__Goal of the exercise__. Please restate the entries verbatim. The copy should hold no pictures.

__Available records__.
•••
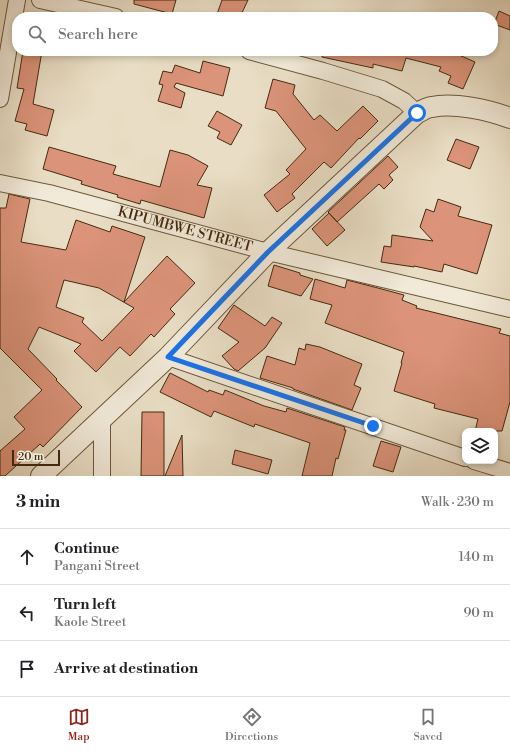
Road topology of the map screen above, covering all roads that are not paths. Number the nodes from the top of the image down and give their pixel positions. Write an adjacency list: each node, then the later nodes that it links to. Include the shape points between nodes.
1 (17, 0): 3 (street)
2 (40, 0): 4 (street)
3 (15, 12)
4 (94, 12)
5 (12, 29): 7 (street)
6 (268, 56): 8 (street, via 382,89 404,101)
7 (0, 99)
8 (417, 113): 9 (street, via 430,107 451,105); 11 (street)
9 (510, 118)
10 (0, 183): 11 (street, KIPUMBWE STREET, via 49,193)
11 (268, 252): 12 (street, KIPUMBWE STREET); 13 (street)
12 (510, 309)
13 (168, 357): 14 (street); 15 (street)
14 (102, 419): 18 (street); 19 (street)
15 (462, 457)
16 (484, 464): 17 (street)
17 (510, 472)
18 (41, 476)
19 (102, 476)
•••
__Solution__.
Road topology of the map screen above, covering all roads that are not paths. Number the nodes from the top of the image down and give their pixel positions. Write an adjacency list: each node, then the later nodes that it links to. Include the shape points between nodes.
1 (17, 0): 3 (street)
2 (40, 0): 4 (street)
3 (15, 12)
4 (94, 12)
5 (12, 29): 7 (street)
6 (268, 56): 8 (street, via 382,89 404,101)
7 (0, 99)
8 (417, 113): 9 (street, via 430,107 451,105); 11 (street)
9 (510, 118)
10 (0, 183): 11 (street, KIPUMBWE STREET, via 49,193)
11 (268, 252): 12 (street, KIPUMBWE STREET); 13 (street)
12 (510, 309)
13 (168, 357): 14 (street); 15 (street)
14 (102, 419): 18 (street); 19 (street)
15 (462, 457)
16 (484, 464): 17 (street)
17 (510, 472)
18 (41, 476)
19 (102, 476)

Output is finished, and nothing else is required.